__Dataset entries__
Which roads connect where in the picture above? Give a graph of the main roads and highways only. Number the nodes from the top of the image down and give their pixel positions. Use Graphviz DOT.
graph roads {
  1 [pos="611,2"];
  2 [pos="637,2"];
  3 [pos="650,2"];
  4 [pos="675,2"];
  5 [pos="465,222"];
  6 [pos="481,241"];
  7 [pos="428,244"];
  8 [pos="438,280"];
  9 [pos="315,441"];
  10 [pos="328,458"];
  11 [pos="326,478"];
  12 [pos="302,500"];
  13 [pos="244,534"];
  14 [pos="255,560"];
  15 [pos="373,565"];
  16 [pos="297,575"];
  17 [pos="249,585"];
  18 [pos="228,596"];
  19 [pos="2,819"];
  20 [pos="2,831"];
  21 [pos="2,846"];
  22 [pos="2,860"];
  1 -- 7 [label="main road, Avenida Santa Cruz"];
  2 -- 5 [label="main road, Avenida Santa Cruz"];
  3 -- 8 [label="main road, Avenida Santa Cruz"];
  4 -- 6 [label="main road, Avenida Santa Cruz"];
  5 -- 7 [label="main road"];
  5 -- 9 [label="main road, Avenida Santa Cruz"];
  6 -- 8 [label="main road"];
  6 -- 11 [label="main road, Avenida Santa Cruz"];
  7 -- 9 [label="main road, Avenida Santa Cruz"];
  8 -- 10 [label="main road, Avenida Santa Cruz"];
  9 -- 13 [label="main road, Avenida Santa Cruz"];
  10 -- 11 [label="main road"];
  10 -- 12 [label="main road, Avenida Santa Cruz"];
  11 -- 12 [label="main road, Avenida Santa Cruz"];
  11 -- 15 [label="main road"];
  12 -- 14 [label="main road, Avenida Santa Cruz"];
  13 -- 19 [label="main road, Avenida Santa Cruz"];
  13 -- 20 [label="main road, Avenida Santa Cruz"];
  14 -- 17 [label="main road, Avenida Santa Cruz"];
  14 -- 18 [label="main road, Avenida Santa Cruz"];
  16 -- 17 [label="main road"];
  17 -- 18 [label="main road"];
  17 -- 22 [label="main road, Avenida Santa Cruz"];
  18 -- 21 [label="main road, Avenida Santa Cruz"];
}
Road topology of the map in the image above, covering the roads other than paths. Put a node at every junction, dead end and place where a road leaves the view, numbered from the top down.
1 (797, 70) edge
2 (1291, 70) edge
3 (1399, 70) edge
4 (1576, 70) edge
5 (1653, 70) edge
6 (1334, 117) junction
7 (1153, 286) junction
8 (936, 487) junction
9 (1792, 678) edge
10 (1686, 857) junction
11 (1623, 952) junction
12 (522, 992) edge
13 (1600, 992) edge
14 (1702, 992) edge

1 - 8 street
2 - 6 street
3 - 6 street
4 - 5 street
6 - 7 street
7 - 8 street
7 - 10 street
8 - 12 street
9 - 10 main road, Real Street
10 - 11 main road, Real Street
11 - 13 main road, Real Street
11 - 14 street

__What you need to do__
From the records above, pull out each line that has "down".

__Answer below__
Which roads connect where in the picture above? Give a graph of the main roads and highways only. Number the nodes from the top of the image down and give their pixel positions. Use Graphviz DOT.
Road topology of the map in the image above, covering the roads other than paths. Put a node at every junction, dead end and place where a road leaves the view, numbered from the top down.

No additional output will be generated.